Stored items
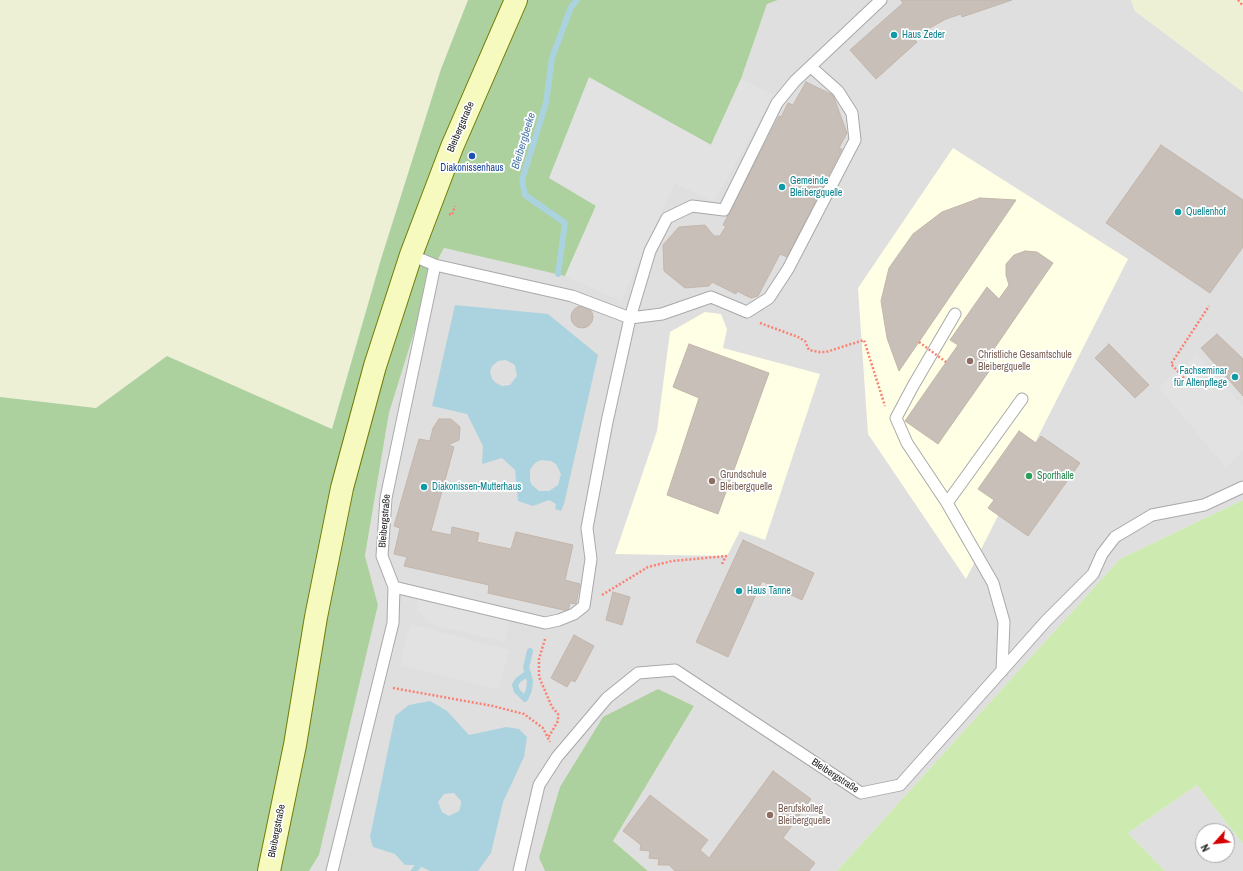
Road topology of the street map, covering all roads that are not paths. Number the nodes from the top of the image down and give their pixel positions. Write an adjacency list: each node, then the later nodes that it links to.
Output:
1 (516, 0): 4 (street, Bleibergstraße)
2 (881, 0): 3 (lane)
3 (811, 67): 7 (lane); 7 (lane)
4 (411, 255): 5 (lane); 13 (street, Bleibergstraße)
5 (435, 265): 7 (lane); 11 (lane, Bleibergstraße)
6 (955, 314): 10 (lane)
7 (630, 318): 11 (lane)
8 (1022, 399): 10 (lane)
9 (1243, 487): 12 (lane, Bleibergstraße)
10 (947, 503): 12 (lane)
11 (394, 587): 14 (lane, Bleibergstraße)
12 (1002, 671): 15 (lane, Bleibergstraße)
13 (269, 871)
14 (332, 871)
15 (519, 871)

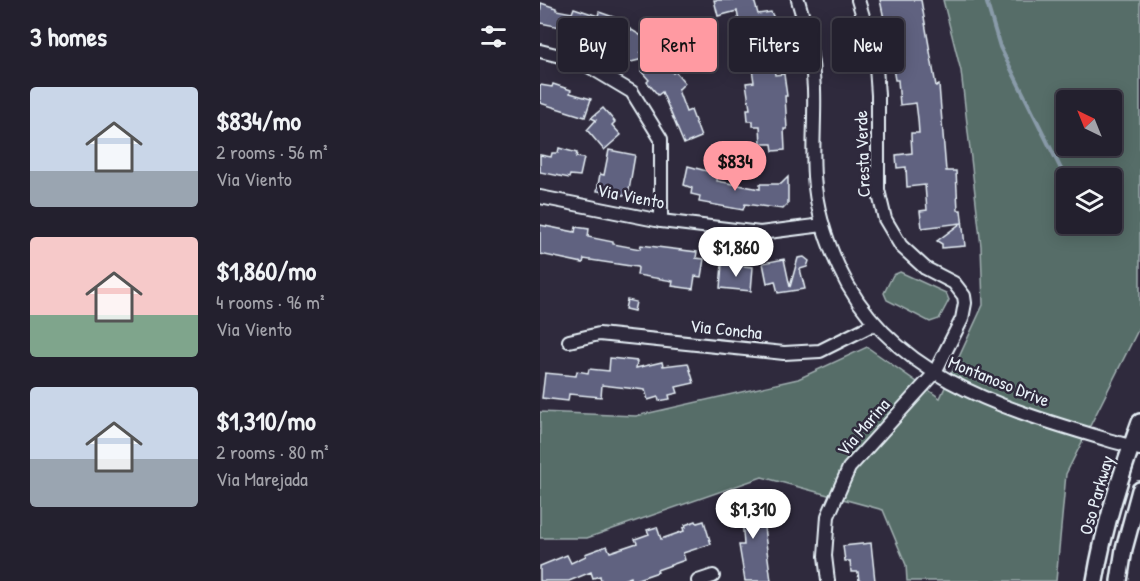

**ABOUT THIS TASK:**
Although the records include pictures, the copy should reproduce every line exactly and none of the pictures.

**EXPECTED OUTPUT:**
Road topology of the street map, covering all roads that are not paths. Number the nodes from the top of the image down and give their pixel positions. Write an adjacency list: each node, then the later nodes that it links to.
Output:
1 (516, 0): 4 (street, Bleibergstraße)
2 (881, 0): 3 (lane)
3 (811, 67): 7 (lane); 7 (lane)
4 (411, 255): 5 (lane); 13 (street, Bleibergstraße)
5 (435, 265): 7 (lane); 11 (lane, Bleibergstraße)
6 (955, 314): 10 (lane)
7 (630, 318): 11 (lane)
8 (1022, 399): 10 (lane)
9 (1243, 487): 12 (lane, Bleibergstraße)
10 (947, 503): 12 (lane)
11 (394, 587): 14 (lane, Bleibergstraße)
12 (1002, 671): 15 (lane, Bleibergstraße)
13 (269, 871)
14 (332, 871)
15 (519, 871)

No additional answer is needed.